There are elections that parallel in American history. Many compare the election of 1932, which saw the end of Republican domination of the White House for a generation and a radical shift in the nation’s politics, to 1980, which saw the end of Democratic dominance and a shift toward the right. Mind you, Reagan and FDR are highly admired for revitalizing the nation and bringing a major conflict (World War II for Roosevelt, the Cold War for Reagan) to an end.
Then we have the hot messes that are 1968 and 2016. And in Playing With Fire, NBC reporter Lawrence O’Donnell posits that Donald Trump is what might have happened if Wallace had won in 1968. Instead of Trump, we had Richard Nixon, the ultimate non-ideologue.

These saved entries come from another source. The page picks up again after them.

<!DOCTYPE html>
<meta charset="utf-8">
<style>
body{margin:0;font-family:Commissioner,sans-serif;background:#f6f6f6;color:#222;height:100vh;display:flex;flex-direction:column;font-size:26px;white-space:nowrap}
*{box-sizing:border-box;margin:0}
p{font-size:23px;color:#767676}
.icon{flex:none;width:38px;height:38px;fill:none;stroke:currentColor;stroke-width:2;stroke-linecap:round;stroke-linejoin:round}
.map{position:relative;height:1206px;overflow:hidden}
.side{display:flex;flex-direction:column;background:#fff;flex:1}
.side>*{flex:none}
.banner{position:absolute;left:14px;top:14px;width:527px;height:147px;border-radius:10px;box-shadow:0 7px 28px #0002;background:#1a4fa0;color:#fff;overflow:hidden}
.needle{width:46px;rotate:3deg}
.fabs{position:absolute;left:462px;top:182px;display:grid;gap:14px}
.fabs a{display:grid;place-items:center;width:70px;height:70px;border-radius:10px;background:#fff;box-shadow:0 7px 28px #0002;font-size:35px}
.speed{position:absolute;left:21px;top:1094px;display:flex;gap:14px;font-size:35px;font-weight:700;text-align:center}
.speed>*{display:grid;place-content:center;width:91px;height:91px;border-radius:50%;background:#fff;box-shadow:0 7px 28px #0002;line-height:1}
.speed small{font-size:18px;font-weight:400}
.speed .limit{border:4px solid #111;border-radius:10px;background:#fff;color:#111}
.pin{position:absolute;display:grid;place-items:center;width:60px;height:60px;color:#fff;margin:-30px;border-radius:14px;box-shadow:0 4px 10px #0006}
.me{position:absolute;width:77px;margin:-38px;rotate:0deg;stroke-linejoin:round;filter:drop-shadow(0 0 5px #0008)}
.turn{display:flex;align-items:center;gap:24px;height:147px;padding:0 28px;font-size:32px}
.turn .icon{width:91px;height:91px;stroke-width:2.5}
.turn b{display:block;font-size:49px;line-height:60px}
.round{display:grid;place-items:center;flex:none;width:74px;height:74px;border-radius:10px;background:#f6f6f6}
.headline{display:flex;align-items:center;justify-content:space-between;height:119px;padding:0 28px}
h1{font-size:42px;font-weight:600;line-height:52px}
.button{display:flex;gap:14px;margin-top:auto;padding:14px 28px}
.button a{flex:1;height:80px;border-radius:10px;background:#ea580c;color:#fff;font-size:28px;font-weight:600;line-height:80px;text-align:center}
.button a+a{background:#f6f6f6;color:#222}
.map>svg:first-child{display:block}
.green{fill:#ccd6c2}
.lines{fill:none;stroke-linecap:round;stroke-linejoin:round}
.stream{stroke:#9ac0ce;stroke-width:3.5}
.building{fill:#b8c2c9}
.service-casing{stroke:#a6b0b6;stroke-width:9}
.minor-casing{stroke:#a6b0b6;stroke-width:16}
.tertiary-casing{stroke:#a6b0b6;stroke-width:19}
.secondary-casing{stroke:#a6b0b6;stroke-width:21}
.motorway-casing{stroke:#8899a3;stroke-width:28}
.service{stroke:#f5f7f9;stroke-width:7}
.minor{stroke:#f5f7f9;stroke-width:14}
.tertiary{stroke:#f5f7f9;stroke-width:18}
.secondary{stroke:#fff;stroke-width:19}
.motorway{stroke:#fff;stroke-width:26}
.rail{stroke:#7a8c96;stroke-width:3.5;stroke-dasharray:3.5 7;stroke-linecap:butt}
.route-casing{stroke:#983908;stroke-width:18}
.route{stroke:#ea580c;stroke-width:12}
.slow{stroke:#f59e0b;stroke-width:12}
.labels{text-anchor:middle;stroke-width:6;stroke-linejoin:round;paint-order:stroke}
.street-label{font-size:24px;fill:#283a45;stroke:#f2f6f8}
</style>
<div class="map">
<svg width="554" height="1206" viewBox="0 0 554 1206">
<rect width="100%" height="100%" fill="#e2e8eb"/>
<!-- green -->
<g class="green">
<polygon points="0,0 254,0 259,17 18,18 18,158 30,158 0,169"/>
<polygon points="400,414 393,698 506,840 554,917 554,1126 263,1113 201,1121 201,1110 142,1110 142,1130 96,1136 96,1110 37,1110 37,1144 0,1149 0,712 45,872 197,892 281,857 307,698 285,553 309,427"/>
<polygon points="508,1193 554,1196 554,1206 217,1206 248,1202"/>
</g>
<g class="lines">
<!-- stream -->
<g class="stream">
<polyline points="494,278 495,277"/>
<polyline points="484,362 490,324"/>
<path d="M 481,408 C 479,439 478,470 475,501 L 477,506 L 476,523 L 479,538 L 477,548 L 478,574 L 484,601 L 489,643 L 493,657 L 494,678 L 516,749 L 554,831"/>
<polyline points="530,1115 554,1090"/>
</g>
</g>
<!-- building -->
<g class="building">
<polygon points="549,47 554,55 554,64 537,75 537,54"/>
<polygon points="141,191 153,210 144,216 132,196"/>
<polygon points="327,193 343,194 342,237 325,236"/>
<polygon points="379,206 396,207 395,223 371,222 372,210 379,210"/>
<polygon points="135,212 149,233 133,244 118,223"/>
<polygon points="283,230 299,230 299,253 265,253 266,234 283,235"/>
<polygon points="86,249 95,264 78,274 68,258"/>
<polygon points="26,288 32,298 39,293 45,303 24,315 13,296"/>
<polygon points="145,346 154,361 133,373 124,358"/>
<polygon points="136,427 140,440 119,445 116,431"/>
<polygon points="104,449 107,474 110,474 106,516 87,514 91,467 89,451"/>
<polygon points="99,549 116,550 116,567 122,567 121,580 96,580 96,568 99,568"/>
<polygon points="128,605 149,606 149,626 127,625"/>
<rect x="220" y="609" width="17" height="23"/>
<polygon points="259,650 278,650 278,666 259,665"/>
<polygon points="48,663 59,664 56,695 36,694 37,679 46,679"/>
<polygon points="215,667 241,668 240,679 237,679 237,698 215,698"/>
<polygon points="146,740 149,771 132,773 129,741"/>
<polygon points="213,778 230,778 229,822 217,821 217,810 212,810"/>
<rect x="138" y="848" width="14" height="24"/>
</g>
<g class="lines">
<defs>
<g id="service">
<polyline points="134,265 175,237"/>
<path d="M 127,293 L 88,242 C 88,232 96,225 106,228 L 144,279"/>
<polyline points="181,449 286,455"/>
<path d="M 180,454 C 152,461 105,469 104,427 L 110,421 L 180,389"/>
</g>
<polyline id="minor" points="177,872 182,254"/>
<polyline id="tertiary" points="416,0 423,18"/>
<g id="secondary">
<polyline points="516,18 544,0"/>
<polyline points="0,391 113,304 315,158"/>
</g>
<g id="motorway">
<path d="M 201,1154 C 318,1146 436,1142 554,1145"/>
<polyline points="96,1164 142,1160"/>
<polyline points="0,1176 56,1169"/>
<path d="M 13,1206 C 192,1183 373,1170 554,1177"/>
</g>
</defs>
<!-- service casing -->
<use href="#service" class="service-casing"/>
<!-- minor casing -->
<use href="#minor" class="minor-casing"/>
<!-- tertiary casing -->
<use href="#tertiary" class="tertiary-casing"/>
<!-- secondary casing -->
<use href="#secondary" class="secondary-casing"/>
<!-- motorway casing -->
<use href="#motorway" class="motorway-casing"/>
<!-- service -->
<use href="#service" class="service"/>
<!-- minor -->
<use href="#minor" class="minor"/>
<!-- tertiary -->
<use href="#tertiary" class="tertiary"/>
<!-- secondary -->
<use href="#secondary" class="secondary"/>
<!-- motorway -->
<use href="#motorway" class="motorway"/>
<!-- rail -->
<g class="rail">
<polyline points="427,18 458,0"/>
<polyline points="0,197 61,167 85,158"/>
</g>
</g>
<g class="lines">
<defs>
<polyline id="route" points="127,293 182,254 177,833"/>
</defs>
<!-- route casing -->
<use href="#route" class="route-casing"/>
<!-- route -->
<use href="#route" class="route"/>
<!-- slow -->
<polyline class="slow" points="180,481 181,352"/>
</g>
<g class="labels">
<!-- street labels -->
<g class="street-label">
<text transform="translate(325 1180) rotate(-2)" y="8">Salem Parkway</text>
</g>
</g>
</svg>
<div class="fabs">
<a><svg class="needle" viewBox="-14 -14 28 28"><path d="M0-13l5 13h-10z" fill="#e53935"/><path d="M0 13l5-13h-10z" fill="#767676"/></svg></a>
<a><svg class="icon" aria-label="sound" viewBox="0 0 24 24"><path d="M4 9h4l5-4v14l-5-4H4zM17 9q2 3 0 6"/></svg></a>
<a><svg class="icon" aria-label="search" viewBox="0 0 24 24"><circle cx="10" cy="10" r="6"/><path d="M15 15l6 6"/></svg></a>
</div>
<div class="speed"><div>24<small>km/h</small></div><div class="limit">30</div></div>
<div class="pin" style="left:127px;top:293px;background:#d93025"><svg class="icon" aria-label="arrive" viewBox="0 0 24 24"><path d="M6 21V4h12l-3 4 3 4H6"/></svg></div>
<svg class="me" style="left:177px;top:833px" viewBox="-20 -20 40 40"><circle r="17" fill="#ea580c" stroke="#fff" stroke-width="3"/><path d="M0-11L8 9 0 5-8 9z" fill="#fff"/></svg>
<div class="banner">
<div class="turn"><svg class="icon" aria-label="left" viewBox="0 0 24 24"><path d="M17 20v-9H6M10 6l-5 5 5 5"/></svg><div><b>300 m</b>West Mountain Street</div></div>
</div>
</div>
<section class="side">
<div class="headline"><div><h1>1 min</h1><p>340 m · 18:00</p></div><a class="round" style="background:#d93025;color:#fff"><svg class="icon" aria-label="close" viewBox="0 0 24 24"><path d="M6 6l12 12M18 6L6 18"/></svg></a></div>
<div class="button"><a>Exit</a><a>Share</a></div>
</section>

In 1967, Lyndon Johnson looked like a shoe-in for a term in his own right. He rode high on the Great Society and JFK’s civil rights program. The only thing that could stop LBJ, it seemed, was Bobby Kennedy. And what did the GOP have? They might have stood a chance with George Romney or Nelson Rockefeller, who could be true liberal alternatives to Johnson. The right was ready to bolt the Democratic Party when a new firebrand named Ronald Reagan rose to prominence. All the GOP really had, though, was the New Nixon, Richard Nixon, who famously told reporters only a few years before they wouldn’t have him to kick around anymore. So how did Johnson’s lock on a second term come apart so spectacularly?
Well, for starters, he lied to Congress about America’s involvement in Vietnam. This outraged Democratic stalwarts like George McGovern, William Fullbright (who had an intern from his home state named Bill Clinton), and the most unlikely candidate for president, Eugene McCarthy. Upon discovering that Johnson treated his authorization for military force in Southeast Asia as a blank check, he told an aide, “I’ll stop Johnson if I have to run myself.”
Before long, Johnson was faced with an insurgency within his own party. Before long, the swell of opposition to the war put the party in open rebellion. Soon, Kennedy was in the race in a time when primaries didn’t really matter much. In California, he all but sowed up the nomination, thanked his supporters, and took bullets to the head and chest. RFK was gone.
Meanwhile, Richard Nixon bided his time, making himself palatable to everyone and no one. As “Rocky” sabotaged Romney and Reagan waited too long, Nixon smiled and schmoozed his way into the nomination. As Johnson would not seek, nor would he accept, the nomination of his party for another term as your president, the Democrats now had to figure out life after Bobby Kennedy. McCarthy ran out of gas, Humphrey could not get up to speed in time to put himself over the top, and Richard Nixon basically coasted to the presidency.
O’Donnell spins a fascinating tale of how American politics can shift unexpectedly. His parallels to the 2016 election are uncanny. But while Trump is controversial (First president I’ve trolled mercilessly), at times, O’Donnell drifts into Trump bashing for the sake of Trump bashing. The similarities to Wallace are indeed uncanny, but sometimes, O’Donnell goes for Trump’s throat when it really adds nothing.
Still, it should be required reading for anyone who thinks they can predict the political future. They can’t.